Unfortunately, he presented his work in the form of Euclidian-style geometrical proofs, complete with definitions, axioms, corollaries, etc. The end result wasn't very accessible, and has been largely neglected or derided since (although Albert Einstein endorsed it, among others).
Anyway, here's my attempt to adapt that aspect of Spinoza's work to the form of a Biblical parable, so Creationists can follow along (needless to say, it's a vast oversimplification of Spinoza's thinking):
In the beginning was God.
And God spoke, saying, "Now I shall make a world." And He considered all the possible worlds He might create, so that He might choose the best among them.

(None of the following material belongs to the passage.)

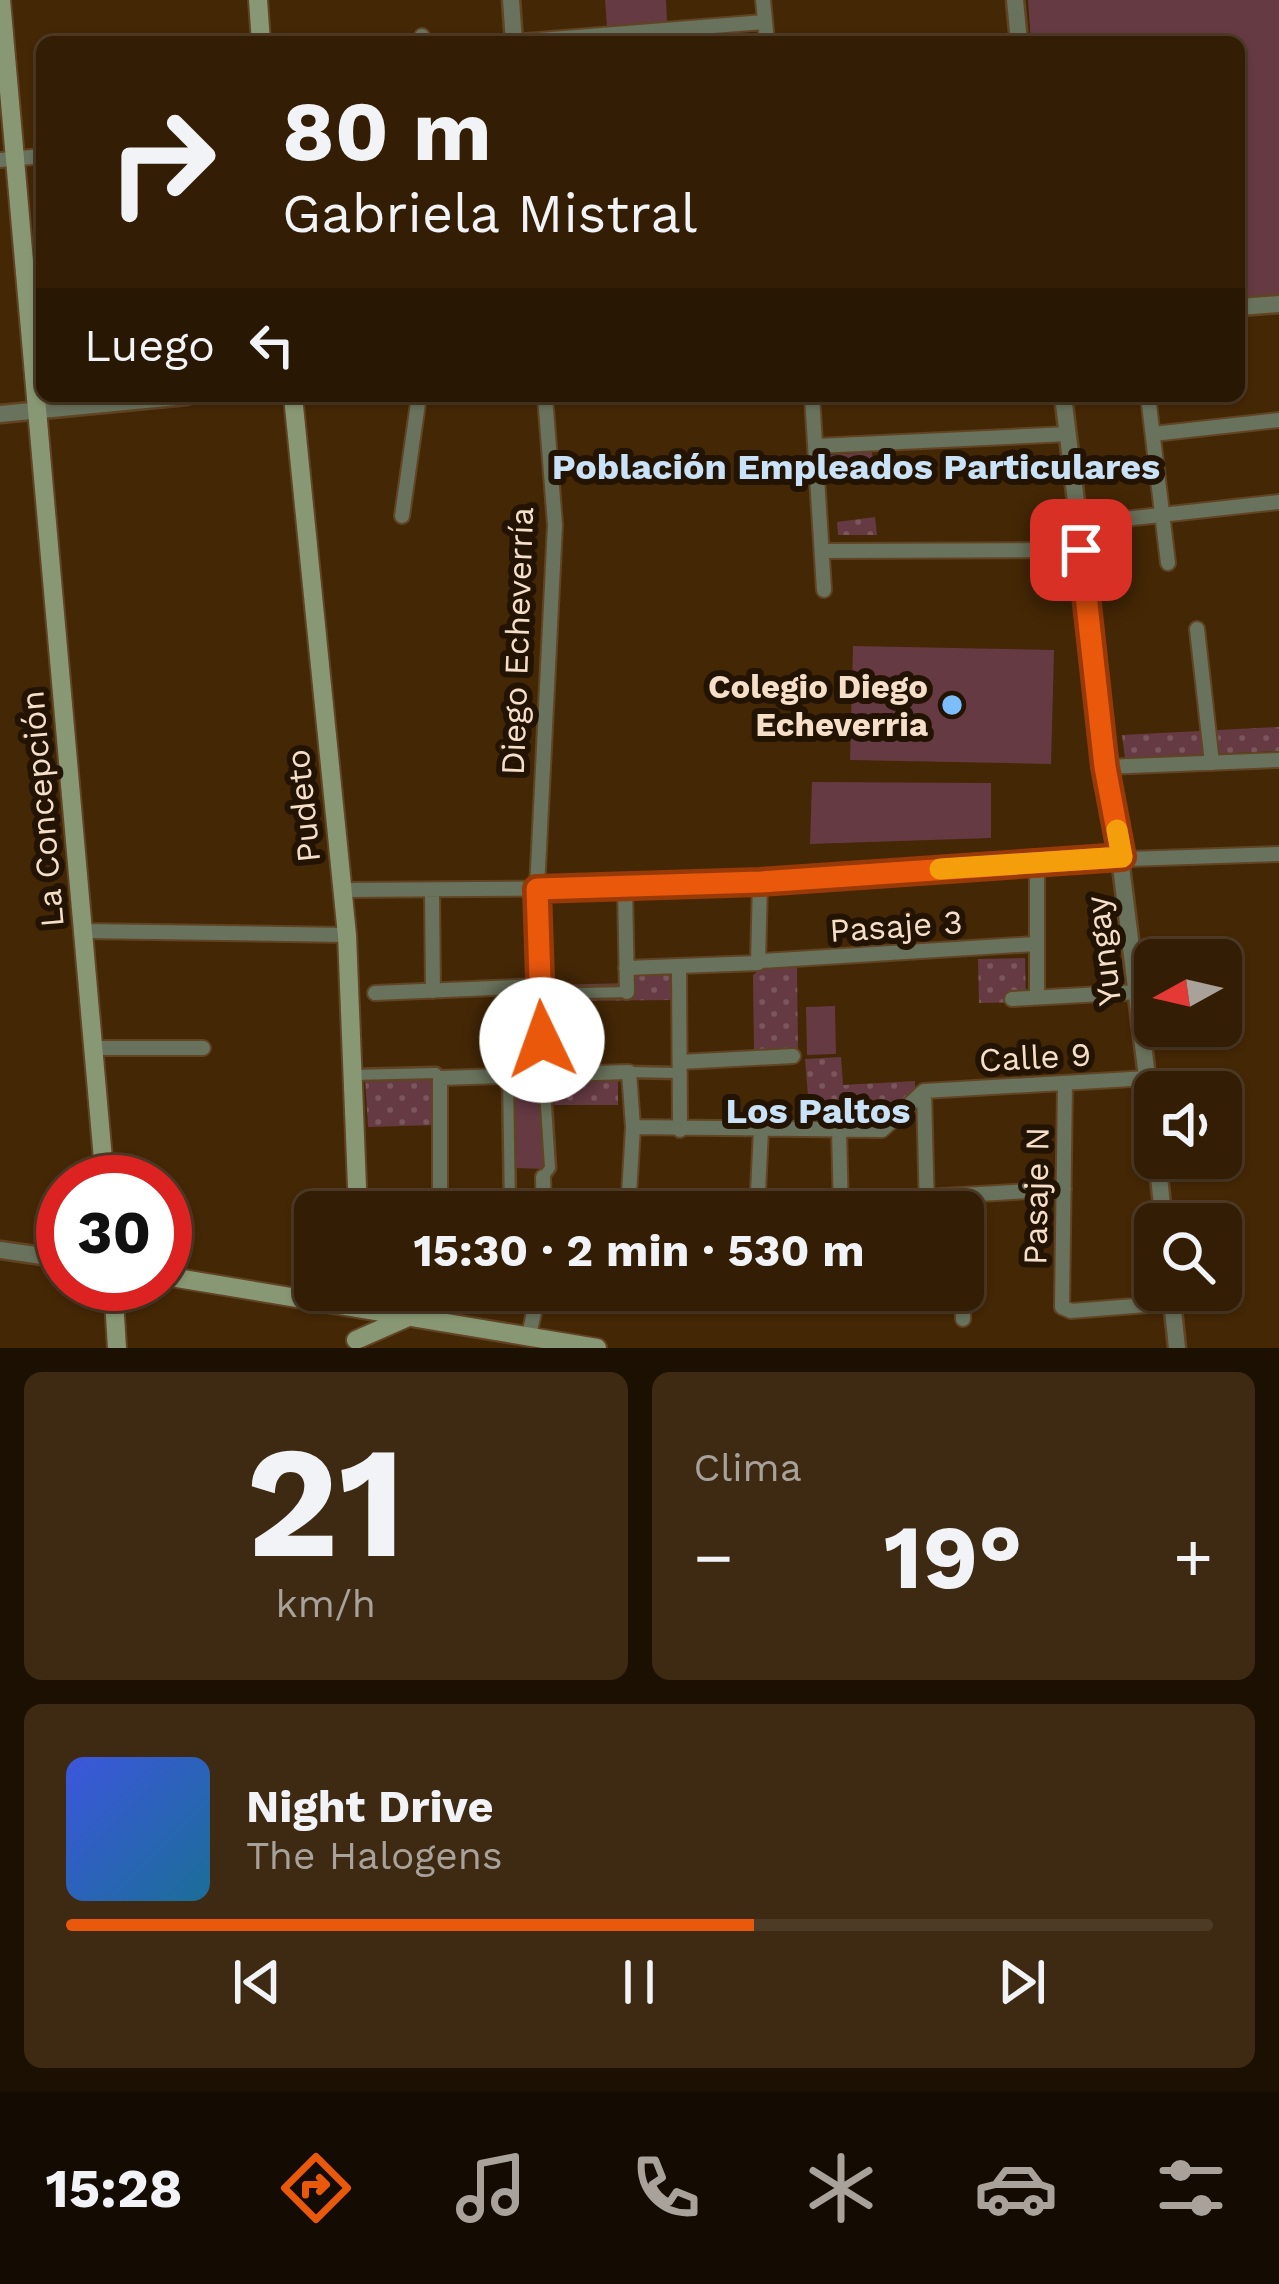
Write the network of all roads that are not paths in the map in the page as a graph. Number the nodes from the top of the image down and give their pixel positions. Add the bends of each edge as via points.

With His infinite intellect, He was able to behold in His mind each possible world as if it were already made. He was able to see simultaneously every instant of each world, from the first moment of its birth to the last moment of its destruction. He could see each potential creature within each world, and could experience every thought that creature would think, exactly as if it already lived and breathed. He could see every decision that creature would make -- and every possible choice meant another possible world, and He could see them all in their infinitude.

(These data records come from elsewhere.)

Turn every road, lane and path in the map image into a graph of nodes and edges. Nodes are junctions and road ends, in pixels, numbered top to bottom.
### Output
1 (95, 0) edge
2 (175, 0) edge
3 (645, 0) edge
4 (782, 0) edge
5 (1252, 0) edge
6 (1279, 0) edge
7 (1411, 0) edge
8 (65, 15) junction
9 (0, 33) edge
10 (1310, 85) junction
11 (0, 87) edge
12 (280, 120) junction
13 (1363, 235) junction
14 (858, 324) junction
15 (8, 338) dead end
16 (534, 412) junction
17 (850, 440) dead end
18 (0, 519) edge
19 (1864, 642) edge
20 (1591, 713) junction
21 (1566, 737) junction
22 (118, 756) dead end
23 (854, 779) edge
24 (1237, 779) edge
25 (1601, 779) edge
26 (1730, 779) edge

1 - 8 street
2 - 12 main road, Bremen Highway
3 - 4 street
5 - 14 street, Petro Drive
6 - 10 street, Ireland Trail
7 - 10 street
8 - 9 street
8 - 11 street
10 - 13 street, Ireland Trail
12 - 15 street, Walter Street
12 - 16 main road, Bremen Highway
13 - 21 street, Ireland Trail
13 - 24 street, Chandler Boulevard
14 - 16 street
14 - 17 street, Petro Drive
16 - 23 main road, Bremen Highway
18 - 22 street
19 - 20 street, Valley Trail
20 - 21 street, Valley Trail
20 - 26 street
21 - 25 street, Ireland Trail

And of all these possible worlds, He chose the one He found most perfect; and He contemplated it in its entirety. He saw every particle of its being and every moment of its whole vast history laid out before him, exactly as He would make it -- down to the innermost thoughts of every man and woman and beast within it.
And He said: "Let it be."
And He beheld his new-made world again, and it was unchanged in His perception.
For to His timeless perfect sight there was no distinction between the potential and the actual; what was, and what was not, were one to Him. And so, to Him, "creation" had no meaning. Nor did He need to "design": to Him all possible designs were eternally equally real.
And God thought on this, and was pleased.